Norma Hukum yang Terkait dengan Kasus Tersebut
      Kasus GCG Asia pada 2019 yang melibatkan penipuan investasi berbasis syariah dapat dianalisis melalui pendekatan yuridis normatif. Pendekatan ini menitikberatkan pada kajian terhadap norma hukum yang berlaku, baik dalam hukum pidana, perdata, maupun hukum ekonomi syariah. Dalam hukum pidana, tindakan perusahaan ini dapat dikategorikan sebagai penipuan yang merugikan banyak investor, sementara dalam hukum ekonomi syariah, praktiknya melanggar prinsip muamalah karena mengandung unsur ketidakpastian (gharar) dan janji keuntungan tetap yang tidak sesuai dengan konsep syariah. Selain itu, GCG Asia juga melanggar regulasi tentang lembaga keuangan, karena beroperasi tanpa izin resmi dari otoritas terkait seperti OJK.
Aturan Hukum yang Terkait dengan Kasus Tersebut
Beberapa aturan hukum yang terkait dengan kasus GCG Asia adalah:
- Fatwa DSN MUI No. 28/DSN-MUI/III/2002 tentang Jual Beli Mata Uang (Al-Sharf)
Fatwa ini menetapkan syarat-syarat transaksi jual beli mata uang asing (forex) yang sesuai dengan syariah.

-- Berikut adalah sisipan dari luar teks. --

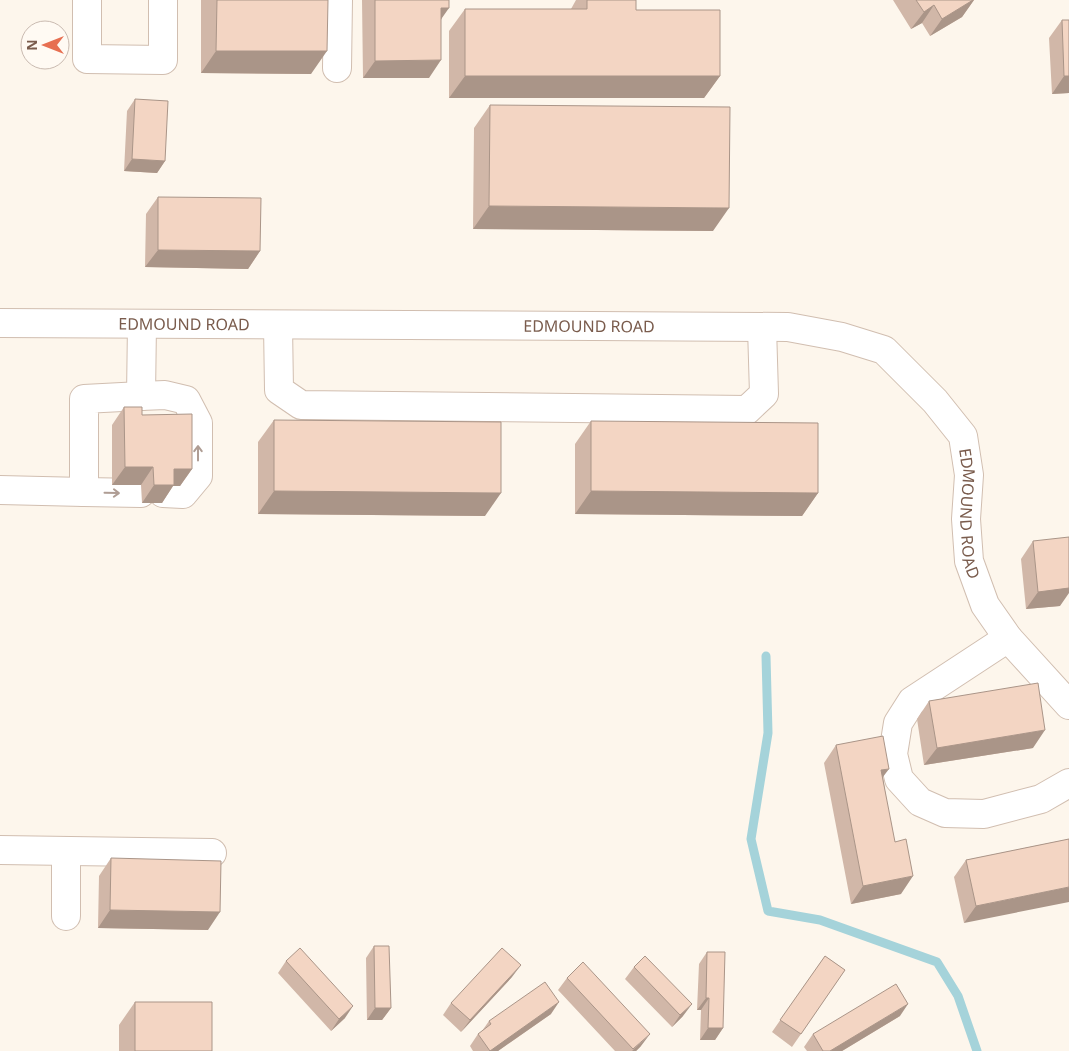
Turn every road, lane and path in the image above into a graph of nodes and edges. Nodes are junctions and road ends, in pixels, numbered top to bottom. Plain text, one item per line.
1 (87, 0) edge
2 (164, 0) edge
3 (338, 0) edge
4 (337, 68) dead end
5 (0, 324) edge
6 (142, 324) junction
7 (278, 325) junction
8 (762, 327) junction
9 (141, 396) junction
10 (0, 490) edge
11 (84, 492) junction
12 (1008, 638) junction
13 (1068, 702) edge
14 (1069, 783) edge
15 (0, 850) edge
16 (66, 851) junction
17 (212, 853) dead end
18 (66, 916) dead end

1 - 2 street
3 - 4 street
5 - 6 street, EDMOUND ROAD
6 - 7 street, EDMOUND ROAD
6 - 9 street
7 - 8 street, EDMOUND ROAD
7 - 8 street
8 - 12 street, EDMOUND ROAD
9 - 11 street
11 -> 9 street
10 - 11 street
12 - 13 street, EDMOUND ROAD
12 - 14 street
15 - 16 street
16 - 17 street
16 - 18 street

Jika GCG Asia tidak mengikuti syarat ini, maka transaksinya tidak syariah compliant. - Fatwa DSN MUI No. 80/DSN-MUI/III/2011 tentang Penerapan Prinsip Syariah dalam Mekanisme Perdagangan Efek Bersifat Ekuitas di Pasar Reguler Bursa Efek
Fatwa ini mengatur perdagangan efek yang sesuai dengan prinsip syariah, yang termasuk melarang gharar, maysir, dan riba. - Undang-Undang Nomor 21 Tahun 2011 tentang Otoritas Jasa Keuangan (OJK) OJK memiliki kewenangan untuk mengatur dan mengawasi perusahaan yang bergerak di bidang jasa keuangan. GCG Asia tidak terdaftar atau diawasi oleh OJK, sehingga mereka melanggar aturan ini.
- Kitab Undang-Undang Hukum Pidana (KUHP) Pasal 378 tentang Penipuan
Pasal ini mengatur tindakan penipuan yang dapat dikenakan sanksi pidana jika seseorang dengan sengaja menipu orang lain untuk mendapatkan keuntungan dari tindakannya.
Pandangan Positivisme Hukum
       Dalam konteks kasus GCG Asia, positivisme hukum akan fokus pada fakta bahwa tindakan investasi GCG Asia melanggar peraturan perundang-undangan yang berlaku (seperti UU Perdagangan Berjangka dan KUHP). Oleh karena itu, para pelaku harus ditindak tegas sesuai dengan undang-undang yang berlaku. Positivisme hukum tidak mempermasalahkan alasan moral atau sosial di balik tindakan tersebut, melainkan hanya melihat apakah aturan hukum telah dilanggar atau tidak.